The England And Wales Cricket Board, my subject specific governing body, quote a vision statement reading   “To become and remain the world’s leading governing body in providing access to the sport of cricket for people with disabilities. To deliver a culture of inclusion at all levels within our sport and ensure that people with any impairment are respected and valued for the contribution that they make to the game. (ECB 2009 – 1013)

This essay aims to identify areas effecting learners and their learning, incorporating a selection of theories and principles to enhance diversity and inclusion drawing from my own subject specific area and teaching. I will start on a theory with great significance in my coaching – sensory stimulation.

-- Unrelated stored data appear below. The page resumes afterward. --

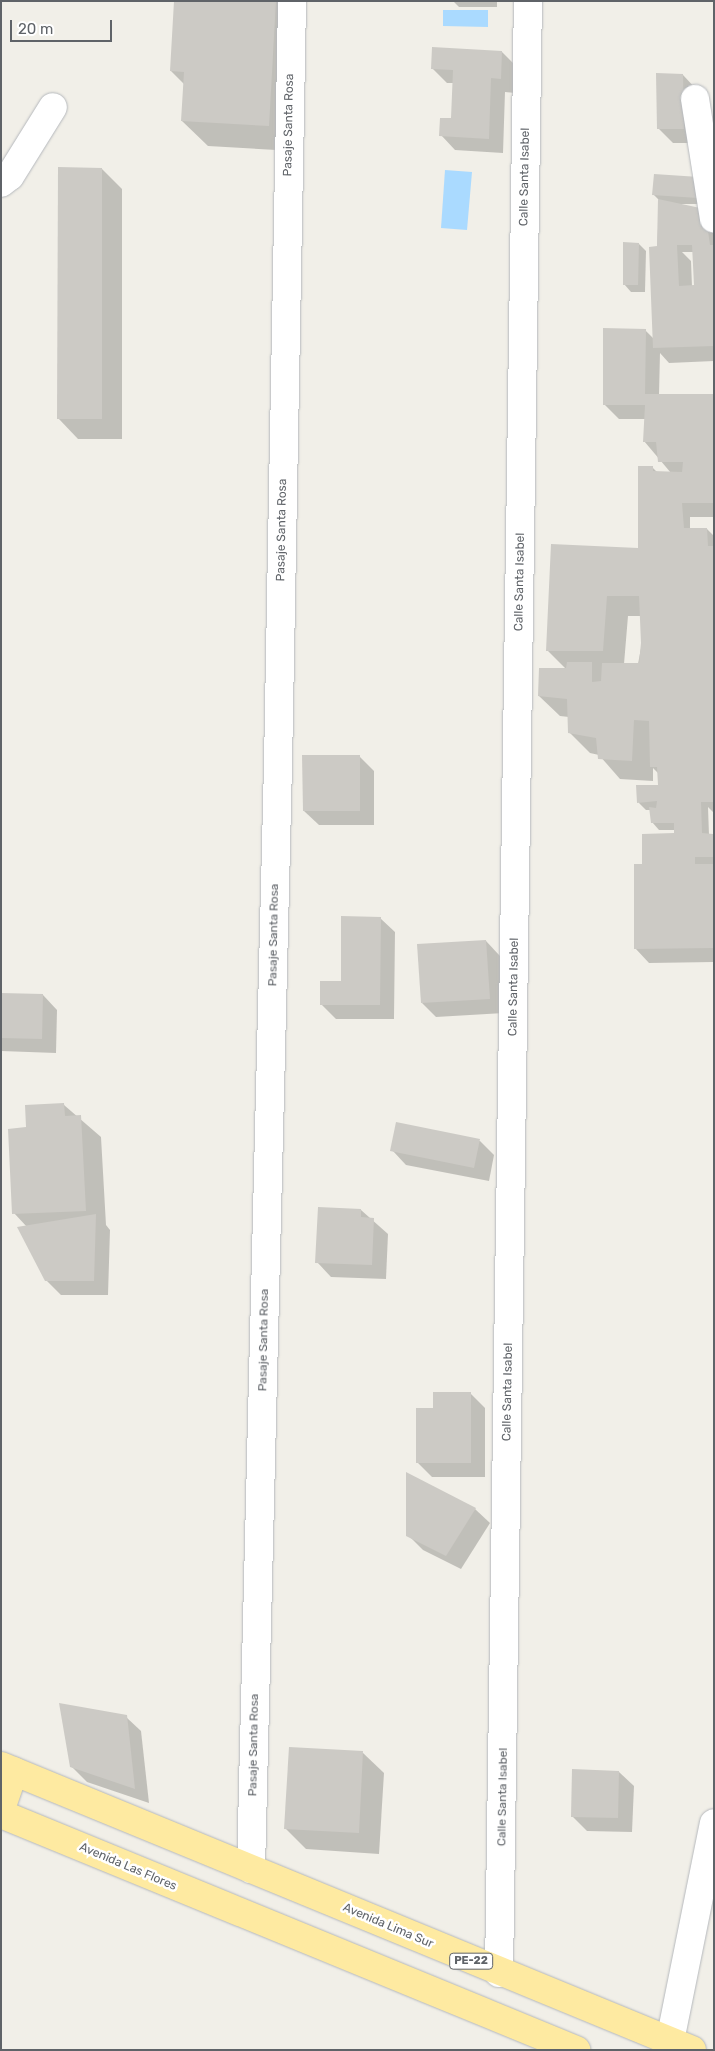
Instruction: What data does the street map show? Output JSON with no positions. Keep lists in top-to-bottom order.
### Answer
{
  "streets": {
    "highway": ["Avenida Las Flores", "Avenida Lima Sur", "PE-22"],
    "street": ["Pasaje Santa Rosa", "Calle Santa Isabel"]
  },
  "crossings": [
    ["Pasaje Santa Rosa", "Avenida Lima Sur"],
    ["Pasaje Santa Rosa", "PE-22"],
    ["Calle Santa Isabel", "Avenida Lima Sur"],
    ["Avenida Lima Sur", "PE-22"]
  ],
  "scale_bar": "20 m"
}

Sensory stimulation as a theory very much comes to the fore in my subject specific. The basic premise of this (Laird, 1985) is that effective learning occurs when the senses are stimulated and the vast majority of knowledge held by learners is through seeing. My planning incorporates a high degree of visual stimulation through tutor and peer demonstration (teaching Observation 1). With this approach I would also use extensive non verbal communication which will assist those learners less able to interpret the spoken word for example or simply the effect of noise in a sports hall; “The fidelity of the message which is communicated in the classroom is always affected in some measure by a variety of interfaces known as noise” (Curzon, 2004. pg 134).Clearly a large proportion of my practical...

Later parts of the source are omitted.